LOS ANGELES -- The impending USADA-mandated ban on post-fight IV rehydration has led to rampant speculation around the sport of mixed martial arts that we'll see a mass movement of fighters up in weight class.
But don't count Daniel Cormier among that group. The 36-year-old UFC light heavyweight champion was undefeated as a heavyweight before making the drop down to 205 pounds, but he says he doesn't foresee a situation in which he'd ever go back to 265.
And while the move was originally made because he doesn't want to cross paths with friend and teammate Cain Velasquez, Cormier says since making the move, he's found competing against people his size is much preferable to tangling with giants.
"When I made that decision, I was fine fighting guys those size," Cormier said at a Monday media event promoting his UFC 192 fight against Alexander Gustafsson. "Now I'm not fine with it, I'm fighting in this division against guys who are more my size. When I grab these dudes, compared to the other guys, the difference is unbelievable. It's unbelievable how much smaller they are."

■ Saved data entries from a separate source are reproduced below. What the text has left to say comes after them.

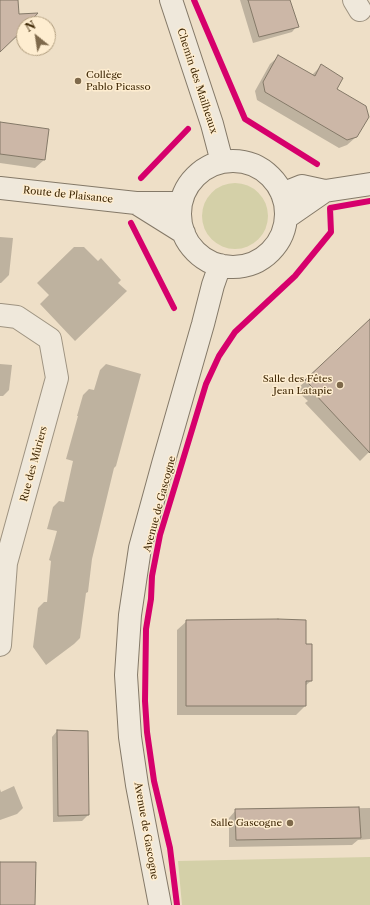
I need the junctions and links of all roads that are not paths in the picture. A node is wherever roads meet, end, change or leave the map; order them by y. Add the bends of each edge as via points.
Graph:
1 (171, 0) edge
2 (222, 162) junction
3 (370, 184) edge
4 (0, 188) edge
5 (326, 191) junction
6 (282, 194) junction
7 (136, 203) junction
8 (181, 204) junction
9 (286, 218) junction
10 (184, 233) junction
11 (220, 265) junction
12 (0, 315) edge
13 (0, 645) edge
14 (160, 905) edge

1 - 2 main road, Chemin des Mailheaux
2 - 6 main road via 243,161 253,164 271,176
2 - 8 main road via 200,172 191,181
3 - 5 main road
4 - 7 main road, Route de Plaisance
5 - 6 main road via 302,186
5 - 9 main road
6 - 9 main road
7 - 8 main road, Route de Plaisance
7 - 10 main road, Route de Plaisance
8 - 10 main road via 180,214
9 - 11 main road via 282,234 267,254 244,265
10 - 11 main road via 194,250
11 - 14 main road, Avenue de Gascogne via 140,548 130,615 126,676 130,737
12 - 13 main road, Rue des Mûriers via 17,317 50,339 57,378 6,563

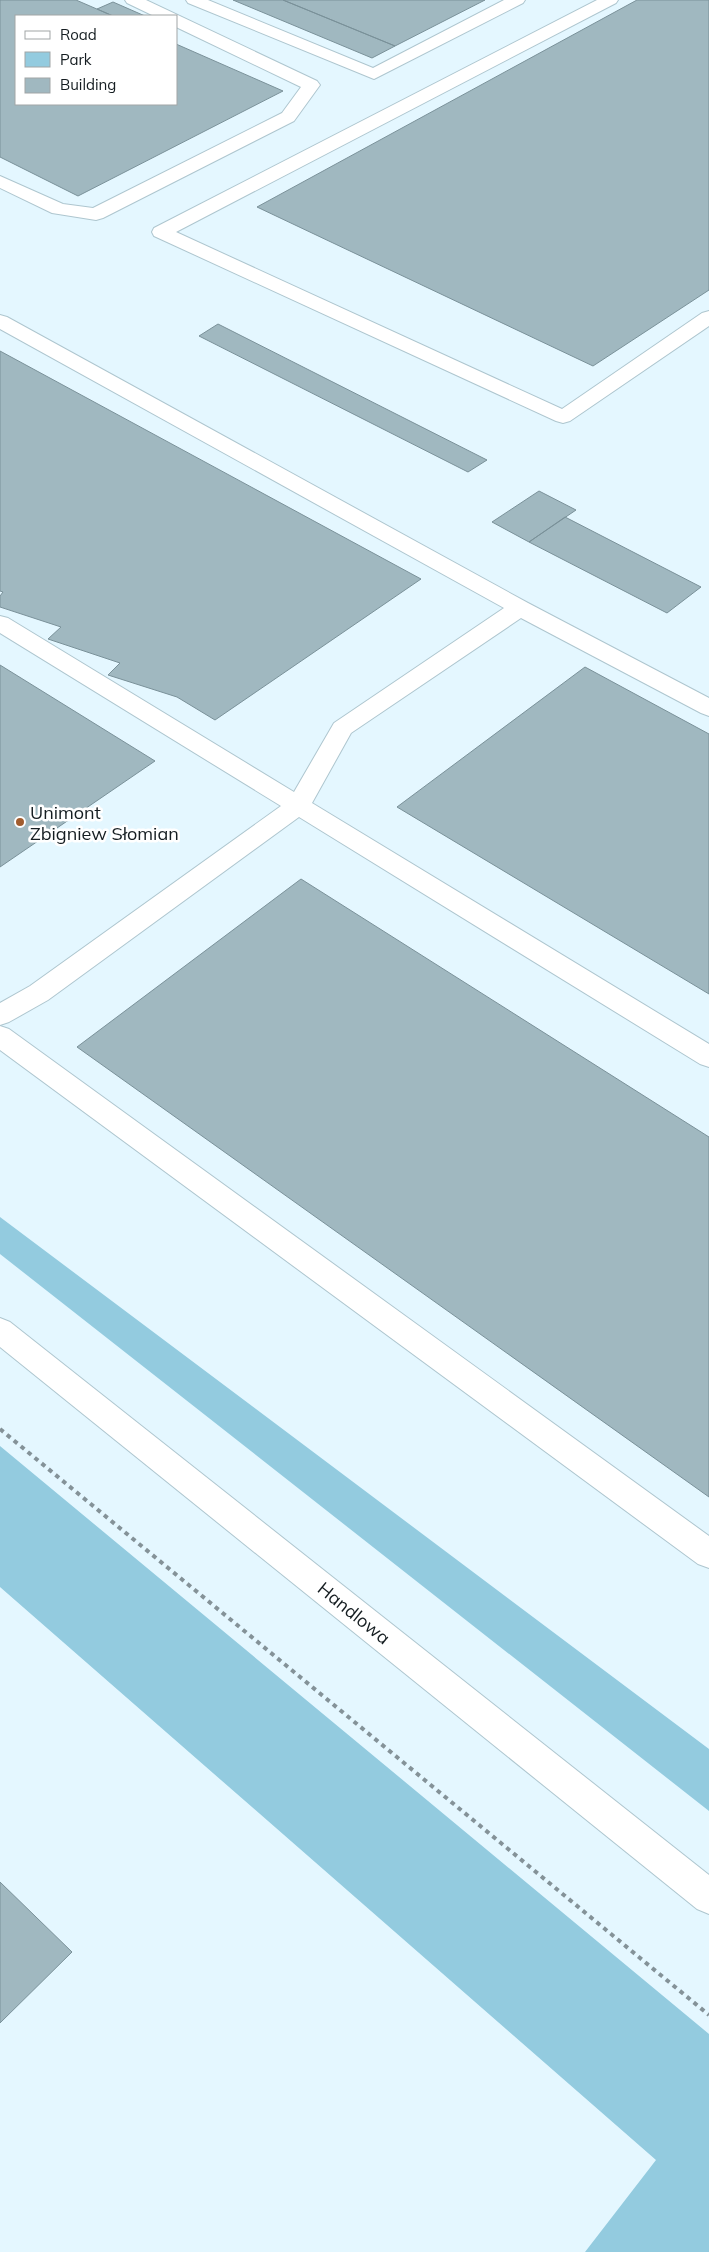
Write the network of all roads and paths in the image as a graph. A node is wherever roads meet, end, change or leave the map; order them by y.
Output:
1 (133, 0) edge
2 (194, 0) edge
3 (517, 0) edge
4 (610, 0) edge
5 (165, 15) edge
6 (178, 21) edge
7 (0, 181) edge
8 (709, 317) edge
9 (0, 321) edge
10 (520, 608) junction
11 (0, 623) edge
12 (709, 708) edge
13 (298, 806) junction
14 (0, 1015) edge
15 (0, 1036) edge
16 (709, 1057) edge
17 (0, 1330) edge
18 (0, 1429) edge
19 (709, 1554) edge
20 (709, 1897) edge
21 (709, 2015) edge

1 - 5 street
2 - 3 street
4 - 8 street
6 - 7 street
9 - 10 street
10 - 12 street
10 - 13 street
11 - 13 street
13 - 14 street
13 - 16 street
15 - 19 street
17 - 20 street, Handlowa
18 - 21 path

Cormier's resume at 265 includes victories over the likes of "Bigfoot" Silva, Josh Barnett, Frank Mir, and Roy Nelson. But the champ says as he looks back, he has a hard time believing he event competed in the division in the first place.
"I'm scared of Josh Barnett," Cormier said. "I'm scared of every one of them. I walk past them and I'm like, ‘that dude is huge.' Andrei Arlovski is massive. What in the world would I have done if I had to fight him? He's thick, big, and tall. I've trained with him. I'm looking at him and going, dude, did I shrink or are these dudes that much bigger than me?"
DC says he's not phased by the move to the IV ban, as he competed under such a ban at the highest levels of amateur wrestling. But he anticipates some fighters will get into some trouble over the next few months.
"My biggest concern with this is, early, guys will try to go around it, and they'll get in trouble," said Cormier. "This is what I think. From personal experience with guys in wrestling, they'll go around it, and they'll get in trouble. When USADA came on board, these guys have no idea what they're getting into. This is a whole different level. If you have been doing things, and you think you're going to continue to get away with it with USADA on board, you're in trouble."